BRIsat dan Disruption di Bisnis Perbankan
Rhenald Kasali ;
Pendiri Rumah Perubahan
|
KORAN SINDO, 23 Juni
2016
Bagi seorang ayah,
detik-detik menunggu istrinya melahirkan adalah momen membahagiakan, tapi
juga sangat menegangkan. Bagi sebagian orang mungkin pula terasa mencekam.
Suasana semacam itulah
yang saya rasakan saat menemani direksi Bank BRI menunggu detik-detik
peluncuran BRIsat di pusat peluncuran satelit di Kourou, Guyana Prancis,
Amerika Selatan.
Setelah ditunda, saya
kembali ke Jakarta karena masih perlu beberapa hari lagi. Meski demikian
putra saya yang punya naluri jurnalisme kuat (ia seorang fotografer
profesional) sudah lebih dulu berada di Kourou. Waktu diberitakan ditunda,
dia sudah bertemu saya di Paris, lalu berangkat ke Kourou dan menjelajahi
Hutan Amazon. Kemudian kembali lagi ke Kourou.
Naluri jurnalistiknya
yang kuat telah menghasilkan foto-foto yang menurut saya selain bersejarah,
juga indah.
Suasana serupa juga
saya rasakan ketika berada di tengah-tengah jajaran direksi PT Angkasa Pura
II (AP II) menanti detik- detik jadi tidaknya Terminal 3 Ultimate
dioperasikan. Maklum suasana di T1 dan T2 di luar Hari Raya Lebaran saja
sudah begitu crowded. Bahkan
limpahannya sudah sampai ke Bandara Halim Perdanakusuma. Kadang saya gemas mengapa
izin slot terbangnya dibuka terus. Dan kalau terbang di pagi hari saya sering
khawatir menyaksikan satu-dua penumpang yang menjadi mudah marah dan bentrok.

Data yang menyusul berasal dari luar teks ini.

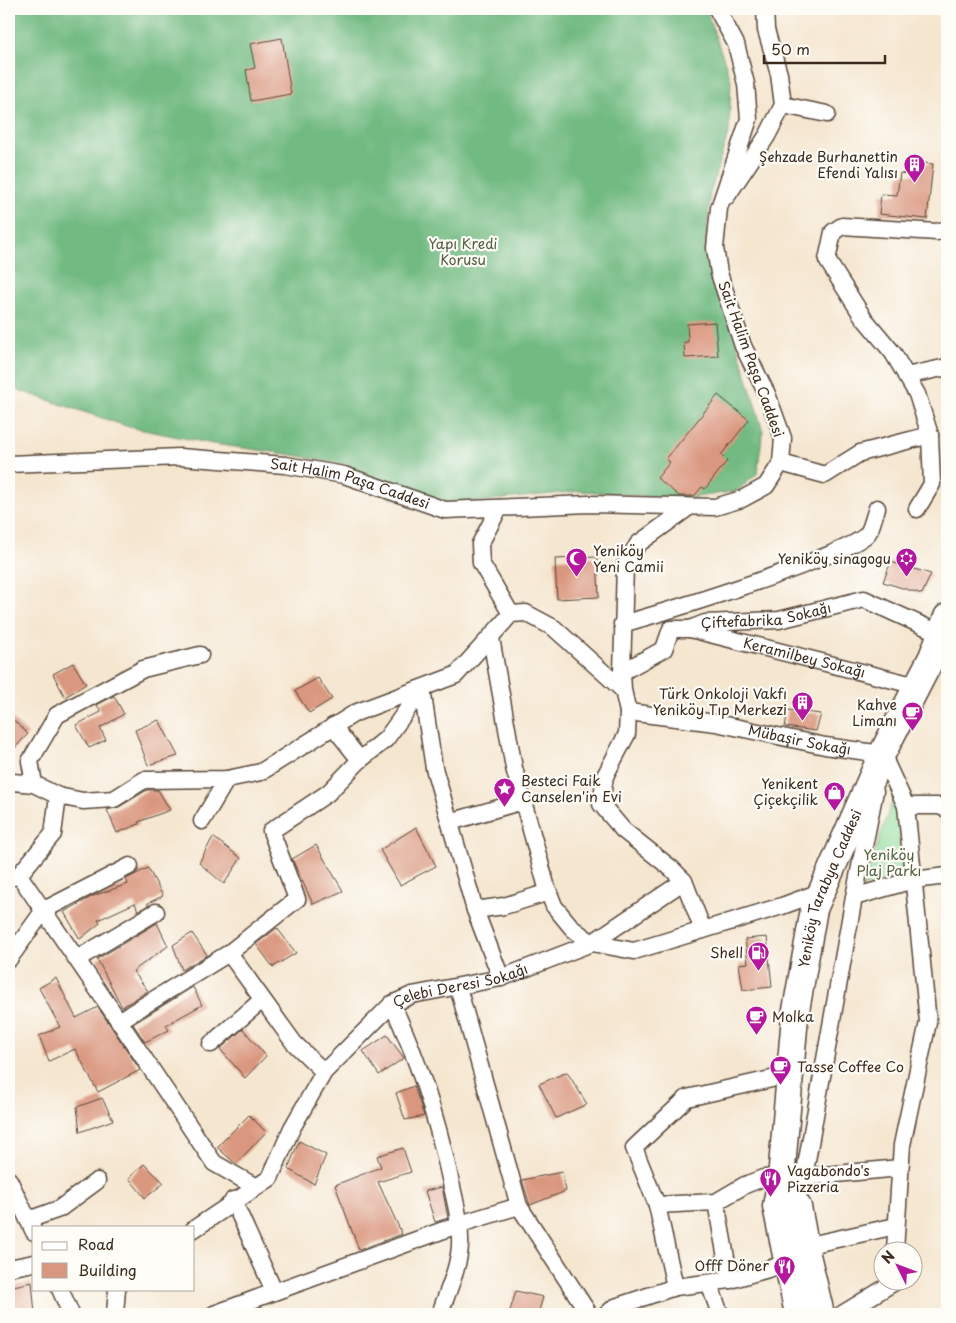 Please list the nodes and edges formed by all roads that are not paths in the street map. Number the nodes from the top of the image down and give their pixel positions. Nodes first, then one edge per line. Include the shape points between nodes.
1 (717, 9) edge
2 (766, 9) edge
3 (783, 105) junction
4 (827, 114) dead end
5 (719, 208) junction
6 (947, 229) edge
7 (947, 367) edge
8 (906, 376) junction
9 (930, 435) junction
10 (781, 463) junction
11 (9, 464) edge
12 (689, 507) junction
13 (499, 508) junction
14 (877, 508) dead end
15 (917, 509) dead end
16 (511, 614) junction
17 (654, 615) junction
18 (622, 624) junction
19 (944, 626) edge
20 (671, 629) junction
21 (690, 629) junction
22 (491, 638) junction
23 (200, 655) dead end
24 (622, 672) junction
25 (917, 686) junction
26 (422, 689) junction
27 (623, 690) junction
28 (628, 712) junction
29 (333, 726) junction
30 (882, 754) junction
31 (360, 760) junction
32 (227, 779) junction
33 (9, 784) edge
34 (34, 784) junction
35 (58, 796) junction
36 (523, 801) junction
37 (906, 806) junction
38 (947, 809) edge
39 (202, 821) dead end
40 (450, 822) junction
41 (130, 866) dead end
42 (14, 876) edge
43 (947, 876) edge
44 (684, 880) junction
45 (913, 880) junction
46 (549, 892) junction
47 (820, 892) junction
48 (854, 897) junction
49 (44, 910) junction
50 (475, 910) junction
51 (156, 912) dead end
52 (704, 930) junction
53 (592, 943) junction
54 (228, 953) junction
55 (9, 959) edge
56 (77, 959) junction
57 (501, 978) junction
58 (458, 987) junction
59 (262, 1000) junction
60 (392, 1004) junction
61 (119, 1021) junction
62 (211, 1044) dead end
63 (324, 1072) junction
64 (789, 1075) junction
65 (900, 1168) junction
66 (792, 1178) junction
67 (9, 1180) edge
68 (97, 1181) dead end
69 (256, 1187) junction
70 (234, 1200) junction
71 (716, 1202) junction
72 (657, 1205) junction
73 (519, 1206) junction
74 (460, 1224) junction
75 (31, 1226) edge
76 (896, 1226) junction
77 (195, 1228) edge
78 (896, 1240) edge
79 (801, 1259) junction
80 (32, 1263) edge
81 (9, 1268) edge
82 (730, 1280) junction
83 (709, 1283) junction
84 (675, 1287) junction
85 (60, 1290) edge
86 (117, 1290) edge
87 (274, 1290) junction
88 (882, 1290) edge
89 (806, 1312) edge
90 (72, 1314) edge
91 (115, 1314) edge
92 (214, 1314) edge
93 (440, 1314) edge
94 (589, 1314) edge
95 (607, 1314) edge
96 (720, 1314) edge
97 (842, 1314) edge

1 - 5 street, Sait Halim Paşa Caddesi via 736,44 746,84 749,119
2 - 3 street via 766,30 779,74
3 - 4 street
3 - 5 street, Sait Halim Paşa Caddesi via 767,136
5 - 10 street, Sait Halim Paşa Caddesi via 715,248 720,273 743,346 767,394 783,438
6 - 8 street via 937,232 842,226 833,232 827,260
7 - 8 street
8 - 9 street via 917,394
9 - 10 street via 860,453 825,474
9 - 15 street via 932,484
10 - 12 street, Sait Halim Paşa Caddesi via 766,486 742,499 715,506
11 - 13 street, Sait Halim Paşa Caddesi via 180,457 285,465 344,475 445,510
12 - 13 street, Sait Halim Paşa Caddesi via 590,504
12 - 18 street via 638,544 625,565
13 - 16 street via 480,544 481,564
14 - 17 street via 867,534 837,553
16 - 22 street
16 - 27 street via 526,613 554,628
17 - 18 street
17 - 20 street
18 - 24 street
19 - 21 street, Çiftefabrika Sokağı via 864,599 779,620 705,623
19 - 25 main road, Yeniköy Tarabya Caddesi
20 - 21 street, Çiftefabrika Sokağı
20 - 24 street via 664,649
21 - 25 street, Keramilbey Sokağı
22 - 26 street via 456,675
22 - 36 street
23 - 34 street via 143,669 57,715 30,761
24 - 27 street
25 - 30 main road, Yeniköy Tarabya Caddesi
26 - 29 street via 355,713
26 - 31 street via 386,739
26 - 40 street via 434,768
27 - 28 street
28 - 30 street, Mübaşir Sokağı via 716,723 824,746
28 - 44 street via 627,734 605,776 601,804 623,830
29 - 31 street
29 - 32 street via 261,772
30 - 37 street
30 - 47 main road, Yeniköy Tarabya Caddesi
30 - 48 street
31 - 54 street via 328,793 271,831 297,899
32 - 35 street via 144,780 114,799 83,801
32 - 39 street
33 - 34 street
34 - 35 street
35 - 42 street via 53,834
36 - 40 street
36 - 46 street
37 - 38 street
37 - 45 street
40 - 50 street
41 - 49 street
42 - 49 street
43 - 45 street
44 - 52 street
44 - 53 street, Çelebi Deresi Sokağı
45 - 48 street
45 - 65 street via 928,1022
46 - 50 street via 504,906
46 - 53 street via 554,906 573,929
47 - 52 street
47 - 64 main road, Yeniköy Tarabya Caddesi via 814,909 795,1016
48 - 66 street
49 - 55 street
49 - 56 street
50 - 57 street
51 - 56 street
52 - 53 street via 634,951
53 - 57 street, Çelebi Deresi Sokağı
54 - 59 street
54 - 61 street
56 - 61 street
57 - 58 street, Çelebi Deresi Sokağı
58 - 60 street, Çelebi Deresi Sokağı via 412,995
58 - 73 street
59 - 62 street
59 - 63 street via 294,1043
60 - 63 street, Çelebi Deresi Sokağı
60 - 74 street via 430,1096
61 - 69 street via 214,1163
63 - 69 street, Çelebi Deresi Sokağı via 292,1128 270,1178
64 - 66 main road, Yeniköy Tarabya Caddesi
64 - 72 street via 687,1098 634,1148
65 - 66 street
65 - 76 street
66 - 71 street via 763,1178
66 - 79 main road via 798,1207
66 - 79 main road, Yeniköy Tarabya Caddesi via 776,1206
67 - 75 street
68 - 75 street
69 - 70 street, Çelebi Deresi Sokağı
70 - 77 street, Çelebi Deresi Sokağı
70 - 87 street
71 - 72 street
71 - 82 street
72 - 84 street
73 - 74 street
73 - 94 street
74 - 87 street
74 - 93 street via 457,1264
76 - 78 street
76 - 79 street
79 - 82 street
79 - 89 main road
80 - 81 street
82 - 83 street
83 - 84 street
83 - 96 street
84 - 95 street via 615,1307
85 - 90 street
86 - 91 street
87 - 92 street
88 - 97 street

Karena penumpangnya banyak sekali melebihi kemampuan daya tampungnya. Padat
sekali dan antrean mengular panjang. Waswas kalau ada pesawat yang delay.
Sore hari kalau
landing di T1 atau di Bandara Halim, saya pun merasakan hal yang sama. Sama
sekali sudah tak nyaman. Ya di udara, ya di darat. Apalagi terminal Halim
sering dipakai tamu VVIP. Yang sudah pasti sewaktu-waktu dihentikan
penerbangannya. Maka kalau jadi dioperasikan T3U, pasti akan baik bagi
kenyamanan penumpang. Dan harapan saya, kenyamanan adalah buah dari keamanan.
Kebetulan dua
peristiwa tersebut, peluncuran BRIsat dan Terminal 3 Ultimate, terjadi dalam
waktu berdekatan. Dan keduanya harus menghadapi kenyataan yang sama, yakni
penundaan.
Keputusan penundaan
peluncuran BRIsat bahkan sampai tiga kali.
Semula BRIsat bakal
diluncurkan Kamis, 9 Juni 2016. Namun peluncuran itu ditunda karena ada
masalah pada bahan bakar roket. Rencana peluncuran berikutnya ditetapkan pada
Jumat, 17 Juni 2016, tetapi lagi-lagi ditunda akibat adanya gangguan sistem
elektrik. Penundaan ketiga terjadi pada Sabtu, 18 Juni 2016, akibat gangguan
cuaca di Kourou. Angin di sana bertiup sangat kencang.
Setelah tiga kali
mengalami penundaan, akhirnya pada Minggu (19/6) dini hari waktu Indonesia,
satelit BRIsat berhasil diluncurkan. Lega. Persis seperti suami yang sekian
lama menunggu istrinya melahirkan, akhirnya saat itu tiba juga. Sang istri
melahirkan seorang bayi. Keduanya, ibu dan anak, dalam keadaan sehat.
Kalau BRIsat akhirnya
berhasil diluncurkan, bagaimana dengan Terminal 3 Ultimate? Agaknya pihak AP
II masih harus bersabar. Sampai sekarang kami di AP II tidak tahu kapan
terminal tersebut bisa dioperasikan. Ketidakpastian semacam ini tentu
melelahkan. Meski begitu kami terus mencoba memetik hikmahnya. Namanya juga
kerja kolaborasi. Di antara pihak-pihak itu selalu ada yang tak menjalankan
tugasnya, alpa menyediakan ini dan itu, atau ada yang sama sekali tak mau
keluar biaya.
Tapi ada juga yang
baru tahu kekurangannya di last minute.
Namun, jangan lupa,
untuk melayani masyarakat, yang namanya aparatur sipil negara (ASN) juga
punya kewajiban yang diatur dalam UU Pelayanan Publik (UU No 25 Tahun 2009).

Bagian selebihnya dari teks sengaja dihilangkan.